## Exercise prompt
Among the lines of the listing below, count those with the string "main". Give the number and no commentary.

## Dataset records
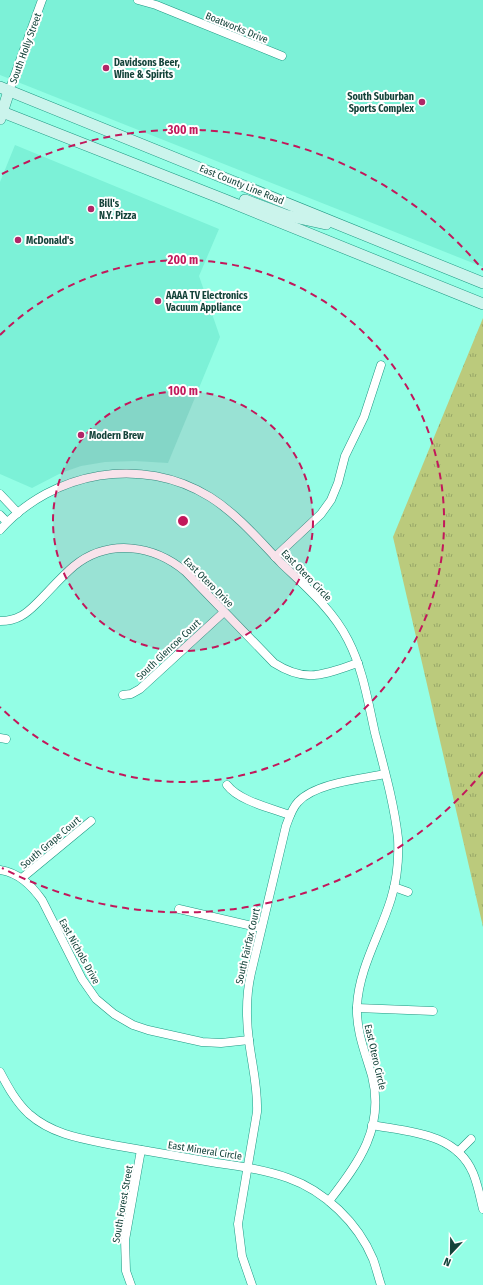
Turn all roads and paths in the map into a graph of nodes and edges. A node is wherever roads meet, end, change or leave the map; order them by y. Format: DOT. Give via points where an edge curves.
graph roads {
  1 [pos="42,0"];
  2 [pos="138,0"];
  3 [pos="282,56"];
  4 [pos="4,89"];
  5 [pos="1,114"];
  6 [pos="223,199"];
  7 [pos="351,229"];
  8 [pos="483,283"];
  9 [pos="483,304"];
  10 [pos="381,365"];
  11 [pos="0,494"];
  12 [pos="18,513"];
  13 [pos="0,515"];
  14 [pos="7,522"];
  15 [pos="0,530"];
  16 [pos="275,557"];
  17 [pos="224,612"];
  18 [pos="0,621"];
  19 [pos="358,663"];
  20 [pos="123,695"];
  21 [pos="385,774"];
  22 [pos="226,785"];
  23 [pos="290,815"];
  24 [pos="91,821"];
  25 [pos="0,870"];
  26 [pos="22,878"];
  27 [pos="394,887"];
  28 [pos="408,892"];
  29 [pos="180,909"];
  30 [pos="262,928"];
  31 [pos="357,1008"];
  32 [pos="433,1011"];
  33 [pos="249,1040"];
  34 [pos="0,1072"];
  35 [pos="372,1125"];
  36 [pos="471,1140"];
  37 [pos="141,1150"];
  38 [pos="458,1152"];
  39 [pos="247,1168"];
  40 [pos="329,1201"];
  41 [pos="483,1209"];
  42 [pos="131,1285"];
  43 [pos="252,1285"];
  44 [pos="381,1285"];
  1 -- 4 [label="street, South Holly Street"];
  2 -- 3 [label="street, Boatworks Drive"];
  4 -- 5 [label="main road, South Holly Street"];
  4 -- 7 [label="main road, East County Line Road"];
  5 -- 6 [label="main road, East County Line Road"];
  6 -- 7 [label="main road" via="233,195 285,215"];
  6 -- 9 [label="main road, East County Line Road"];
  7 -- 8 [label="main road, East County Line Road"];
  10 -- 16 [label="street" via="364,417 345,456 331,500 321,514"];
  11 -- 12 [label="street"];
  12 -- 14 [label="street"];
  12 -- 16 [label="street, East Otero Circle" via="45,494 83,478 128,473 158,476 189,486 211,498 239,521"];
  13 -- 14 [label="street"];
  14 -- 15 [label="street"];
  16 -- 19 [label="street, East Otero Circle" via="334,618 348,639"];
  17 -- 18 [label="street, East Otero Drive" via="176,564 156,553 127,548 88,557 75,566 27,612 14,619"];
  17 -- 19 [label="street, East Otero Drive" via="274,663 285,670 315,676"];
  17 -- 20 [label="street, South Glencoe Court" via="140,689"];
  19 -- 21 [label="street, East Otero Circle"];
  21 -- 23 [label="street, South Fairfax Court" via="309,793 297,803"];
  21 -- 27 [label="street, East Otero Circle" via="398,838"];
  22 -- 23 [label="street" via="242,798"];
  23 -- 30 [label="street, South Fairfax Court"];
  24 -- 26 [label="street, South Grape Court"];
  25 -- 26 [label="street, East Nichols Drive"];
  26 -- 33 [label="street, East Nichols Drive" via="42,900 89,990 114,1014 148,1030 202,1042"];
  27 -- 28 [label="street"];
  27 -- 31 [label="street, East Otero Circle" via="388,910 362,976"];
  29 -- 30 [label="street"];
  30 -- 33 [label="street, South Fairfax Court" via="248,984"];
  31 -- 32 [label="street"];
  31 -- 35 [label="street, East Otero Circle" via="358,1030 373,1083 375,1106"];
  33 -- 39 [label="street, South Fairfax Court" via="257,1101"];
  34 -- 37 [label="street, East Mineral Circle" via="18,1102 52,1129 76,1138"];
  35 -- 38 [label="street" via="430,1136"];
  35 -- 40 [label="street, East Otero Circle" via="367,1144 358,1162"];
  36 -- 38 [label="street"];
  37 -- 39 [label="street, East Mineral Circle"];
  37 -- 42 [label="street, South Forest Street" via="125,1240 126,1271"];
  38 -- 41 [label="street" via="474,1174"];
  39 -- 40 [label="street, East Mineral Circle" via="295,1180"];
  39 -- 43 [label="street, South Fairfax Court" via="239,1214 239,1232 242,1256"];
  40 -- 44 [label="street, East Mineral Circle" via="359,1234 373,1260"];
}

## Task result
6